Le site d’Hanoi s’est fixé entre les VII-IXe siècles, entouré d’eau et de voies navigables, entre le cours changeant du fleuve Rouge à l’est, le « lac de l’ouest » au nord et la rivière Tô-Lich qui constituait alors la limite ouest de la ville. A sa fondation au XIe siècle, Thang Long n’obéit pas au modèle traditionnel de la plupart des capitales d’Asie orientale, organisées selon trois citées hiérarchisées : la cité interdite, où réside le souverain, la cité impériale, qui abritait la cour et les organes administratifs, et enfin la cité civile où loge et travaille la population. La ville civile et marchande a précédé la « cité impériale », terme dont on ne retrouve les premières mentions que deux siècles plus tard, et qui désignait parfois toute la ville voire même accueillait aussi les résidences de certains membres de la famille impériale au sein des quartiers populaires.
Les premières murailles plutôt réduites et modestes ne sont pas là uniquement pour servir d’élément de séparation et de distinction mais surtout d’interface et de lieu d’échange. Les paysans venaient vendre leurs produits aux portes de la cité et la ville se définissait d’ailleurs pendant longtemps par l’association entre fortification et échanges. Au Viêt-Nam comme en Chine, la ville était longtemps désignée par l’expression « murailles-marché ». A partir du XIVe siècle, la ville prend l’appellation commune de « Kè Cho’ », soit « le marché » ou « gens du marché ». On observe l’émergence d’une une économie urbaine ou se développent davantage les échanges entre la ville et ses campagnes, qui étaient jusque-là limités par les manufactures impériales. Se structurent dès lors autours d’une série de marchés qui s’installent, dans la continuité de la logique précédente de « muraille-marché », aux portes de la cité. Si aujourd’hui seul le marché Don Xuan persiste, on en comptait jusqu’à huit au XVIIIe siècle. Soumis à des calendriers stricts, ces marchés étaient d’abord éphémères avant de devenir permanents. On y retrouvedes produits qui ne sont plus tout simplement vendus là où ils sont cultivés où confectionnés. Les paysans complètent leurs revenus par la production d’un artisanat qui est relayé par des marchands ruraux auprès des marchands des phuongs centraux où les boutiques-ateliers sont en pullulent désormais.
Hanoi est alors composée d’une centaine de villages, des phuongs, sans nécessairement qu’ils soient en continuité les uns des autres.
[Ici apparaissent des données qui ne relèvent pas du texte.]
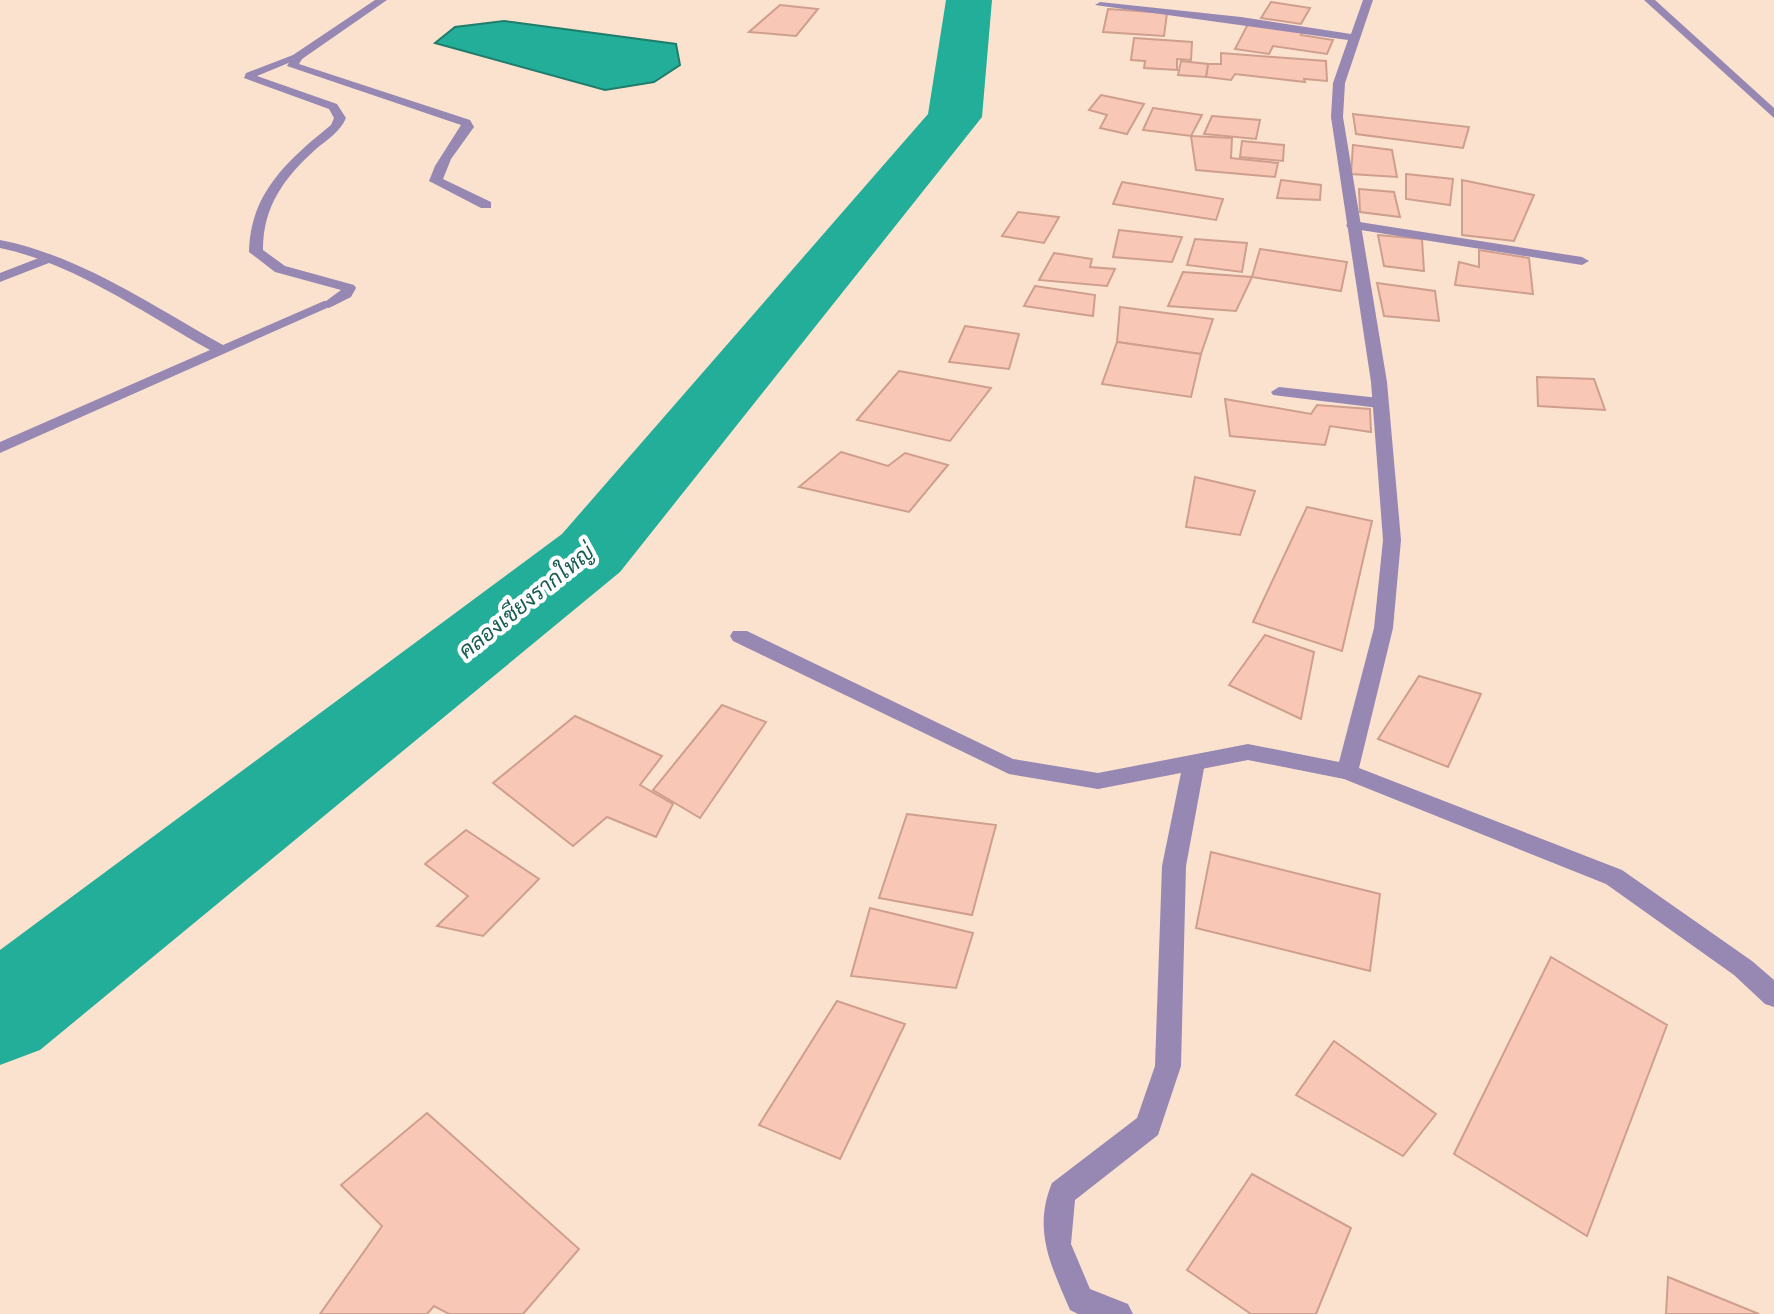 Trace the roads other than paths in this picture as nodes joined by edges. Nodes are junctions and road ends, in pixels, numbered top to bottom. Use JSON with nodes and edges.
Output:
{"nodes":[{"id":1,"x":382,"y":0,"type":"edge"},
{"id":2,"x":1368,"y":0,"type":"edge"},
{"id":3,"x":1649,"y":0,"type":"edge"},
{"id":4,"x":1100,"y":5,"type":"dead end"},
{"id":5,"x":1355,"y":38,"type":"junction"},
{"id":6,"x":297,"y":57,"type":"junction"},
{"id":7,"x":1774,"y":114,"type":"edge"},
{"id":8,"x":486,"y":205,"type":"dead end"},
{"id":9,"x":1353,"y":225,"type":"junction"},
{"id":10,"x":0,"y":244,"type":"edge"},
{"id":11,"x":49,"y":258,"type":"junction"},
{"id":12,"x":1582,"y":261,"type":"dead end"},
{"id":13,"x":0,"y":278,"type":"edge"},
{"id":14,"x":222,"y":351,"type":"junction"},
{"id":15,"x":1279,"y":392,"type":"dead end"},
{"id":16,"x":1379,"y":403,"type":"junction"},
{"id":17,"x":0,"y":448,"type":"edge"},
{"id":18,"x":740,"y":636,"type":"dead end"},
{"id":19,"x":1194,"y":763,"type":"junction"},
{"id":20,"x":1347,"y":772,"type":"junction"},
{"id":21,"x":1774,"y":996,"type":"edge"},
{"id":22,"x":1118,"y":1314,"type":"edge"}],
"edges":[{"from":1,"to":6,"type":"street"},
{"from":2,"to":5,"type":"street"},
{"from":3,"to":7,"type":"street"},
{"from":4,"to":5,"type":"street"},
{"from":5,"to":9,"type":"street"},
{"from":6,"to":8,"type":"street"},
{"from":6,"to":14,"type":"street"},
{"from":9,"to":12,"type":"street"},
{"from":9,"to":16,"type":"street"},
{"from":10,"to":11,"type":"street"},
{"from":11,"to":13,"type":"street"},
{"from":11,"to":14,"type":"street"},
{"from":14,"to":17,"type":"street"},
{"from":15,"to":16,"type":"street"},
{"from":16,"to":20,"type":"street"},
{"from":18,"to":19,"type":"street"},
{"from":19,"to":20,"type":"street"},
{"from":19,"to":22,"type":"street"},
{"from":20,"to":21,"type":"street"}]}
La ville trouve sa cohérence par l’imbrication économique de ces derniers. Elle n’est pas définie pas comme une unité d’urbanisation continue mais comme un système d’une centaine d’unités interdépendantes, liées par des interactions sociales et commerciales, régulées et organisées à l’échelle de son territoire. Cela se retrouve dans la représentation cartographique de la ville que fait Pham Dinh Bach en 1873. Dans ce Hanoi qui n’est plus capitale depuis près d’un demi-siècle, la citadelle en est qu’un tracé nostalgique laissée à l’abandon. Il s’agit d’un cluster marchand abritant sa multitude de phuongs connectés par un système d’étangs et un incroyable réseau capillaire de canaux, dont les plus importants sont devenus par la suite des artères et les plus modestes des ruelles, les « ngo », de l’ouest et du sud.
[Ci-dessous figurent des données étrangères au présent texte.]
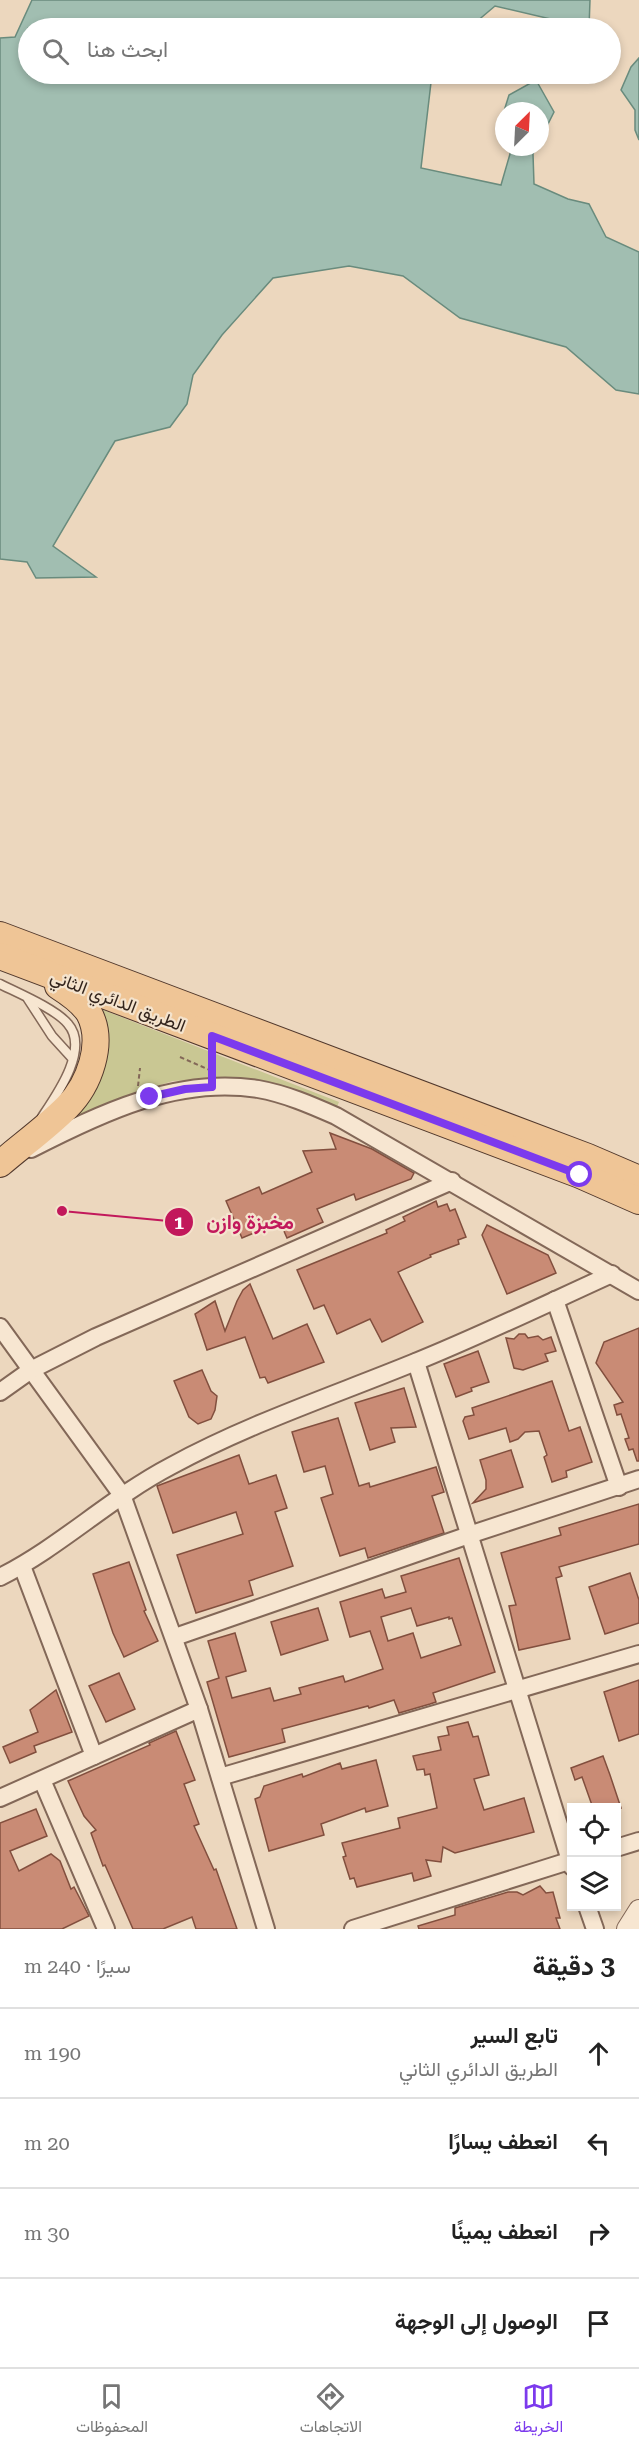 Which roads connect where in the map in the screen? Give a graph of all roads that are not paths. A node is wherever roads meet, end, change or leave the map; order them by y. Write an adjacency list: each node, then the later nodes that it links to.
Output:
1 (5, 955): 4 (main road, الطريق الدائري الثاني); 4 (main road, الطريق الدائري الثاني); 6 (main road)
2 (0, 984): 3 (lane)
3 (27, 998): 5 (lane); 5 (lane)
4 (282, 1052): 8 (main road, الطريق الدائري الثاني); 10 (main road, الطريق الدائري الثاني)
5 (72, 1058): 6 (lane)
6 (26, 1140): 7 (main road)
7 (0, 1164): 9 (street)
8 (639, 1179)
9 (452, 1181): 11 (street); 16 (street)
10 (639, 1201)
11 (612, 1274): 12 (street); 13 (street)
12 (639, 1291)
13 (555, 1300): 15 (street); 19 (street)
14 (0, 1327): 16 (street)
15 (416, 1362): 20 (street); 21 (street)
16 (31, 1370): 17 (street); 20 (street)
17 (0, 1392)
18 (639, 1479): 19 (street)
19 (619, 1487): 21 (street)
20 (122, 1495): 22 (street); 24 (street)
21 (469, 1535): 24 (street); 26 (street)
22 (22, 1566): 23 (street); 28 (street)
23 (0, 1577)
24 (175, 1637): 27 (street)
25 (639, 1654): 26 (street)
26 (517, 1689): 29 (street); 34 (street)
27 (200, 1709): 28 (street); 29 (street)
28 (94, 1756): 30 (street)
29 (220, 1777): 39 (street)
30 (42, 1780): 31 (street); 38 (street)
31 (2, 1794)
32 (639, 1841): 33 (street)
33 (621, 1846)
34 (569, 1857)
35 (567, 1864): 40 (street)
36 (639, 1910): 42 (street)
37 (589, 1911): 41 (street)
38 (106, 1929)
39 (266, 1929)
40 (354, 1929)
41 (595, 1929)
42 (627, 1929)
LES PHUONGS : UNITES URBAINES ET TERRITORIALES, LOCALISEES ET SPECIALISEES
La division de la ville en soixante-et-un quartiers ou « Phuongs » est une décision impériale datant du XIIIe siècle. Traduire le terme Phuong par « quartier » ou « village urbain » rend mal le contenu de cette division urbaine et territoriale. La traduction du terme phuong est d’ailleurs délicate puisque pouvant se traduire par « village », alors qu’il est pourtant ce qui est caractéristique de l’urbain à Hanoi pendant près de dix siècles. Au VIIe siècle, le phuong désignait initialement une unité d’habitation, un bout de terrain assimilable à un pâté de maisons, un village dans la ville, dédié à la fois à la production artisanale, au commerce et à l’agriculture. Les phuongs sont à Hanoi les éléments constitutifs et générateurs de la ville. Ils assurent la cohabitation d’environnement « villageois » et « urbains » ainsi que la présence de l’agriculture dans la ville. On retrouve encore dans le Hanoi contemporain, les topologies architecturales et urbaines que cette relation entre ville et campagne a su créer.
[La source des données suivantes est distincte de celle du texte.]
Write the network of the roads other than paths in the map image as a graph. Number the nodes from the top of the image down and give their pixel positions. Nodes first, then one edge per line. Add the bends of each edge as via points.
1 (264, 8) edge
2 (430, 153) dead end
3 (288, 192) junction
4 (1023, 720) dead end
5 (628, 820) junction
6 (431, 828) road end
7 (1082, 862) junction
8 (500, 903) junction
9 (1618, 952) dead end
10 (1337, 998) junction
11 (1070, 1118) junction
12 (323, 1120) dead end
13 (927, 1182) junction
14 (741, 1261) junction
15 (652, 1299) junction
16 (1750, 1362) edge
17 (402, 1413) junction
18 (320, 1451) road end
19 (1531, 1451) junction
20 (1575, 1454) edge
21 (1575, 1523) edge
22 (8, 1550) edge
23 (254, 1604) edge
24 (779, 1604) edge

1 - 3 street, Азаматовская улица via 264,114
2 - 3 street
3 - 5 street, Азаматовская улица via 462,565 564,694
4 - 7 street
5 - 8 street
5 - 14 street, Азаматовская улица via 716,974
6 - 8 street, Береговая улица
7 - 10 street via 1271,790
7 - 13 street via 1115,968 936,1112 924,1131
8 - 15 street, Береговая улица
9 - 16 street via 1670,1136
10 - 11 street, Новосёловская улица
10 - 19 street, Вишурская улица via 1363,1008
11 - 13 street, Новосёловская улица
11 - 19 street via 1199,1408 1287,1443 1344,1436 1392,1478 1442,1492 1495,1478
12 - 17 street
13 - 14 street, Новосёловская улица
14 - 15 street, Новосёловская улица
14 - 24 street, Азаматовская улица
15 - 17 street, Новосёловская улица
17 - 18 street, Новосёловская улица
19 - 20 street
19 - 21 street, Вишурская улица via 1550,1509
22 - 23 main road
Dans la Thang Long impérial, le mot renvoi à une case de l’échiquier urbain –à l’instar de la centuriation romaine – où est rassemblé un même corps de métier ce qui a mené à une spécialisation de ces derniers selon leur emplacement géographique, leur proximité et le besoin d’eau des activités de ce dernier. Les phuongs marchands et artisanaux se trouveraient pour l’essentiel là où ils sont encore de nos jours, dans le « Hanoi des trente-six rues ». D’autres devaient leur prospérité à leur position par rapport au voies navigables. Certains étaient couverts de vergers, de cultures maraichères, voire de rizières. Les quartiers occidentaux se vouaient généralement à la culture du riz, les quartiers situés en bordure des étendues d’eau se consacraient à l’élevage du ver à soie, et ceux du sud aux cultures maraichères. On distingue deux grands types de phuongs : les phuongs ruraux reparties en chapelets et en périphérie autours de phuongs marchands appelés plus tardivement pho-phuongs.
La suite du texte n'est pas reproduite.